What wasn’t expected was that the board at the same time dropped from the 911 study group the commissioner who sponsored the successful resolution, Jeff Johnson, and replaced him with another one, Mark Stenglein, who voted against it.
Doesn’t make much sense. Unless you consider that an article by Johnson appeared Tuesday on the Star Tribune’s opinion page taking the board to task for “our unwillingness to set [funding] priorities.”
“Every once in a while we play silly games up here, and I suppose that’s an example,” Johnson said afterward.
It’s not the first time that Johnson, one of the board’s two avowed Republicans, has ticked off his mostly DFL colleagues.
Shortly after taking office last year he began a blog, Hennepin County Taxpayer Watchdog, that spotlights county projects he finds less than worthy.
Among the recent winners of his “Golden Hydrant” award: thousands of dollars for art in new county libraries (it’s 1 percent of the building budget).
Commissioner Gail Dorfman said she substituted Stenglein for Johnson on the study group because Stenglein wanted in.
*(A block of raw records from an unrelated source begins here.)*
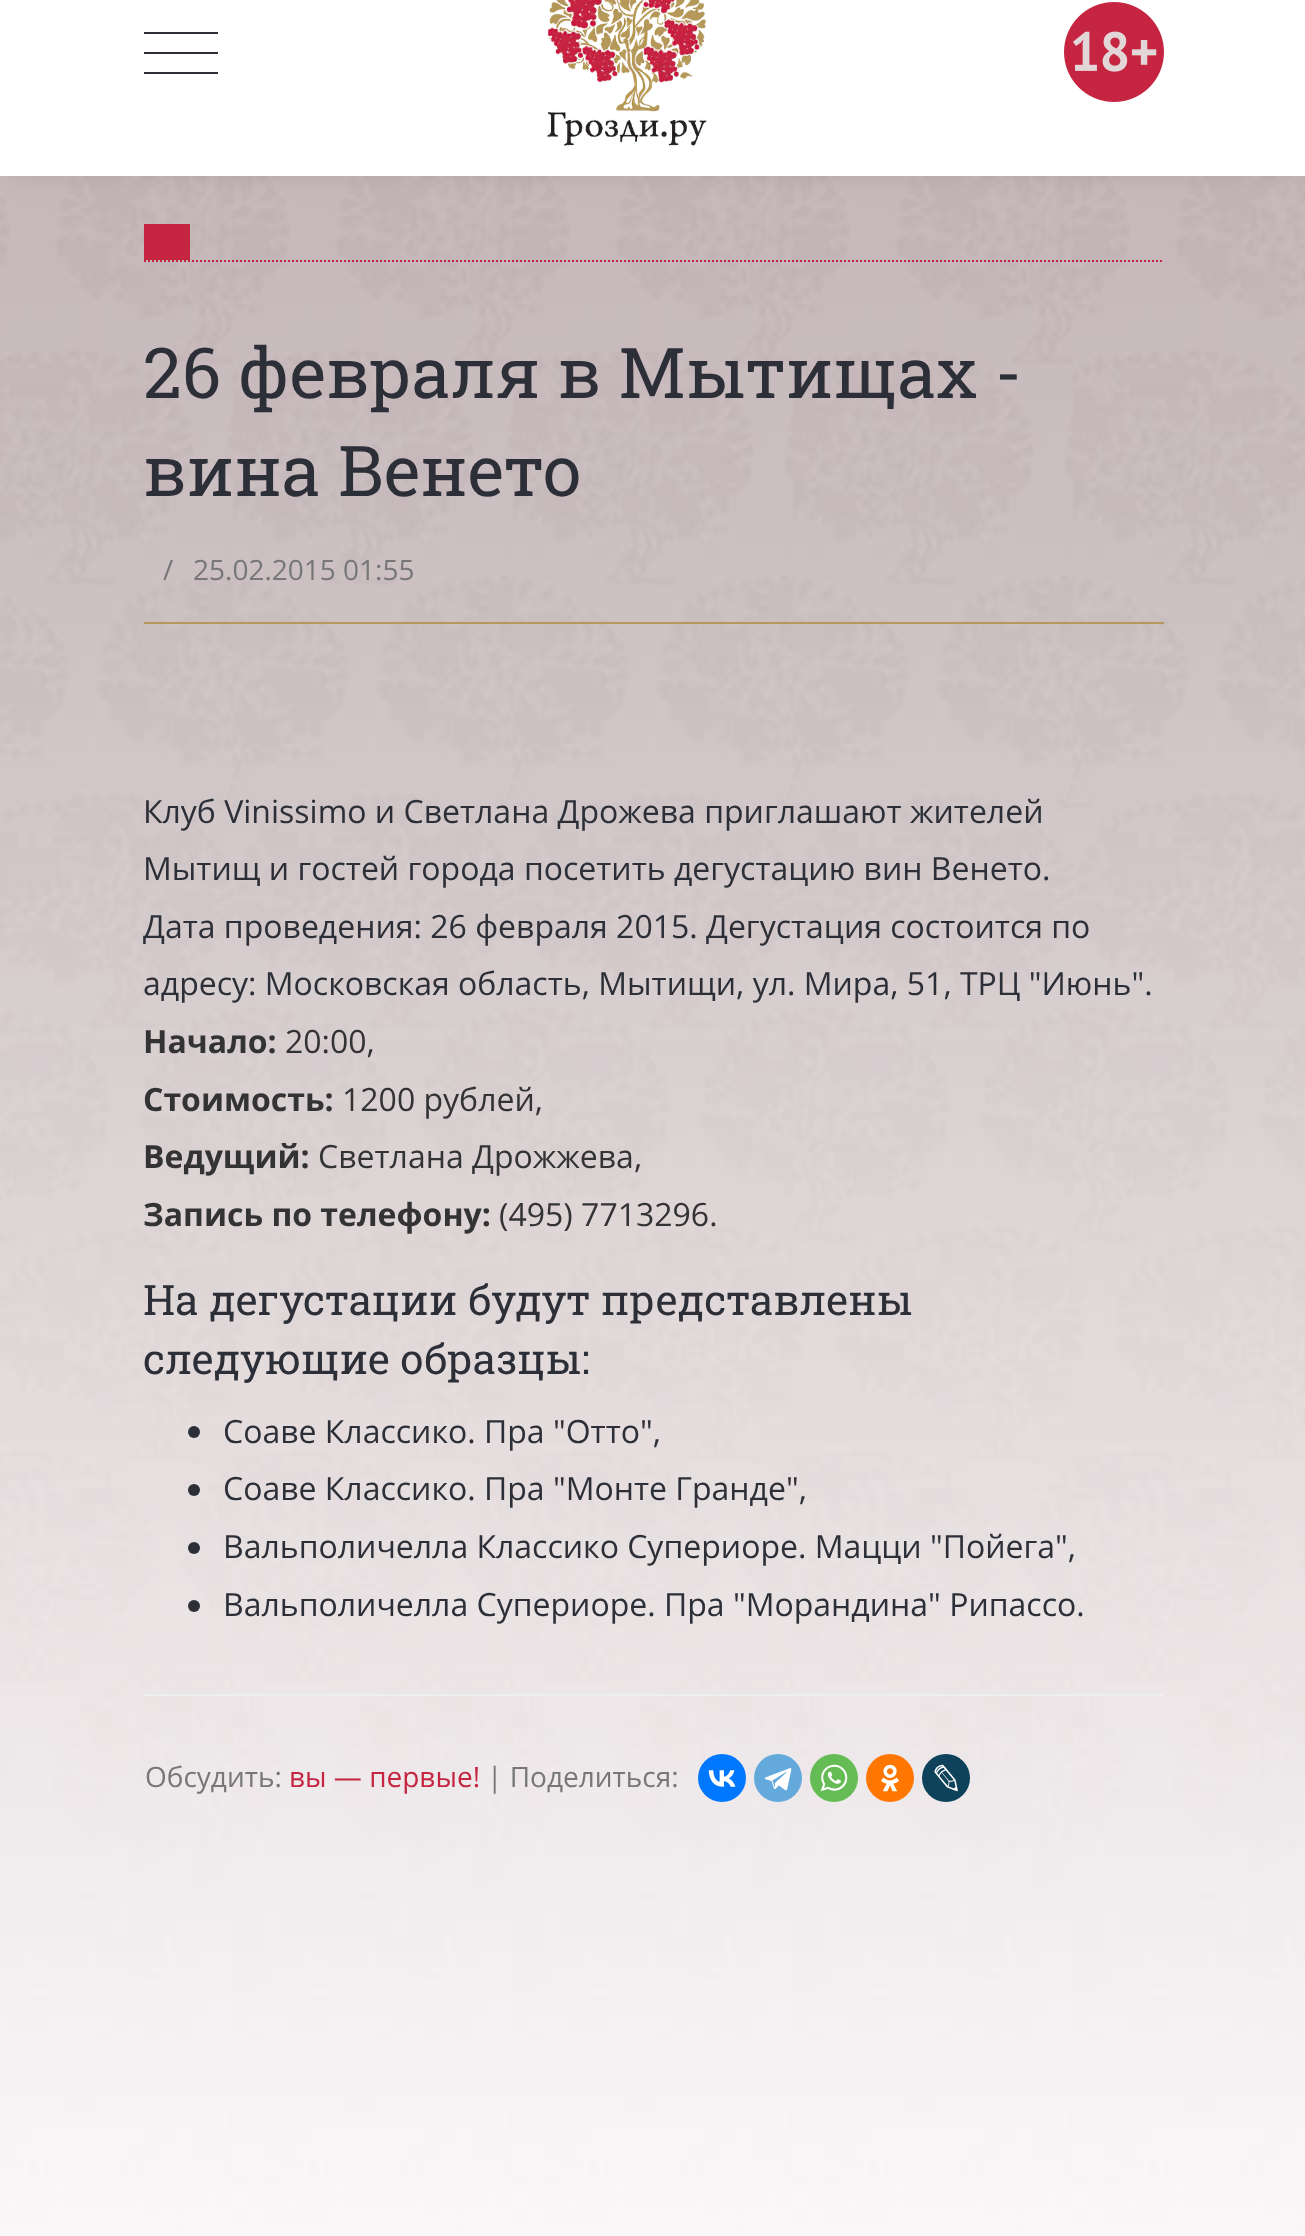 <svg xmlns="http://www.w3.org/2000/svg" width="1305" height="2236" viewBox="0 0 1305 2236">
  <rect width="100%" height="100%" fill="#fff"/>
  <image x="0" y="176" width="1305" height="2060" href="img/3.png"/>
  <path d="M12 -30h1282v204H12z" fill="#0000001a" filter="blur(10px)"/>
  <path d="M0 0h1305v176H0z" fill="#fff"/>
  <path d="M144 32h74v2H144z" fill="#2c2f37"/>
  <path d="M144 52h74v2H144z" fill="#2c2f37"/>
  <path d="M144 72h74v2H144z" fill="#2c2f37"/>
  <image x="546" y="0" width="162" height="148" href="img/1.png"/>
  <image x="1064" y="2" width="100" height="100" href="img/2.png"/>
  <path d="M144 261H1164" fill="none" stroke="#c52541" stroke-width="2" stroke-dasharray="2 2"/>
  <path d="M144 224h46v36H144z" fill="#c52541"/>
  <path d="M144 622h1020v2H144z" fill="#b5985a"/>
  <circle cx="194" cy="1432" r="6" fill="#2c2f37"/>
  <circle cx="194" cy="1490" r="6" fill="#2c2f37"/>
  <circle cx="194" cy="1548" r="6" fill="#2c2f37"/>
  <circle cx="194" cy="1606" r="6" fill="#2c2f37"/>
  <path d="M144 1694h1020v2H144z" fill="#eee"/>
  <circle cx="722" cy="1778" r="24" fill="#07f"/>
  <image x="708" y="1770" width="28" height="17" href="img/4.png"/>
  <circle cx="778" cy="1778" r="24" fill="#64a9dc"/>
  <image x="764" y="1768" width="28" height="23" href="img/5.png"/>
  <circle cx="834" cy="1778" r="24" fill="#65bc54"/>
  <image x="820" y="1764" width="28" height="28" href="img/6.png"/>
  <circle cx="890" cy="1778" r="24" fill="#f70"/>
  <image x="881" y="1764" width="18" height="28" href="img/7.png"/>
  <circle cx="946" cy="1778" r="24" fill="#0d425a"/>
  <image x="934" y="1764" width="24" height="28" href="img/8.png"/>
  <g font-family="Roboto Slab" font-size="70" fill="#2c2f37">
    <text x="143" y="398">26 февраля в Мытищах -</text>
    <text x="143" y="496">вина Венето</text>
  </g>
  <g font-family="Open Sans" font-size="28" fill="#777">
    <text x="163" y="580">/</text>
    <text x="193" y="580">25.02.2015 01:55</text>
  </g>
  <g font-family="Open Sans" font-size="32" fill="#2c2f37">
    <text x="143" y="823">Клуб Vinissimo и Светлана Дрожева приглашают жителей</text>
    <text x="143" y="880">Мытищ и гостей города посетить дегустацию вин Венето.</text>
    <text x="143" y="938">Дата проведения: 26 февраля 2015. Дегустация состоится по</text>
    <text x="143" y="995">адресу: Московская область, Мытищи, ул. Мира, 51, ТРЦ "Июнь".</text>
  </g>
  <text x="143" y="1053" font-family="Open Sans" font-size="32" font-weight="bold" fill="#333">Начало:</text>
  <text x="285" y="1053" font-family="Open Sans" font-size="32" fill="#333">20:00,</text>
  <text x="143" y="1111" font-family="Open Sans" font-size="32" font-weight="bold" fill="#333">Стоимость:</text>
  <text x="342" y="1111" font-family="Open Sans" font-size="32" fill="#333">1200 рублей,</text>
  <text x="143" y="1168" font-family="Open Sans" font-size="32" font-weight="bold" fill="#333">Ведущий:</text>
  <text x="318" y="1168" font-family="Open Sans" font-size="32" fill="#333">Светлана Дрожжева,</text>
  <text x="143" y="1226" font-family="Open Sans" font-size="32" font-weight="bold" fill="#333">Запись по телефону:</text>
  <text x="499" y="1226" font-family="Open Sans" font-size="32" fill="#333">(495) 7713296.</text>
  <g font-family="Roboto Slab" font-size="42" fill="#2c2f37">
    <text x="143" y="1315">На дегустации будут представлены</text>
    <text x="143" y="1374">следующие образцы:</text>
  </g>
  <g font-family="Open Sans" font-size="32" fill="#2c2f37">
    <text x="223" y="1443">Соаве Классико. Пра "Отто",</text>
    <text x="223" y="1500">Соаве Классико. Пра "Монте Гранде",</text>
    <text x="223" y="1558">Вальполичелла Классико Супериоре. Мацци "Пойега",</text>
    <text x="223" y="1616">Вальполичелла Супериоре. Пра "Морандина" Рипассо.</text>
  </g>
  <text x="145" y="1787" font-family="Open Sans" font-size="28" fill="#777">Обсудить:</text>
  <text x="289" y="1787" font-family="Open Sans" font-size="28" fill="#c52541">вы — первые!</text>
  <text x="487" y="1787" font-family="Open Sans" font-size="28" fill="#777">| Поделиться:</text>
</svg>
He represents the current dispatch center, in Golden Valley, and the proposed Plymouth site.
“We tend to defer to the commissioner whose district it’s located in,” she said.
But Dorfman also expressed weariness with what she called Johnson’s “disparaging” of the board.
“I wasn’t very happy with that article,” she said. “It seemed to be a lot of grandstanding. That’s typically not how we work up here. We talk to each other. I’m not sure what he seeks to gain from that.”
Johnson said he’s not changing. “I never call anyone out individually and I never will,” he said. “But I think having an alternative view on the board is healthy and I will keep expressing myself.”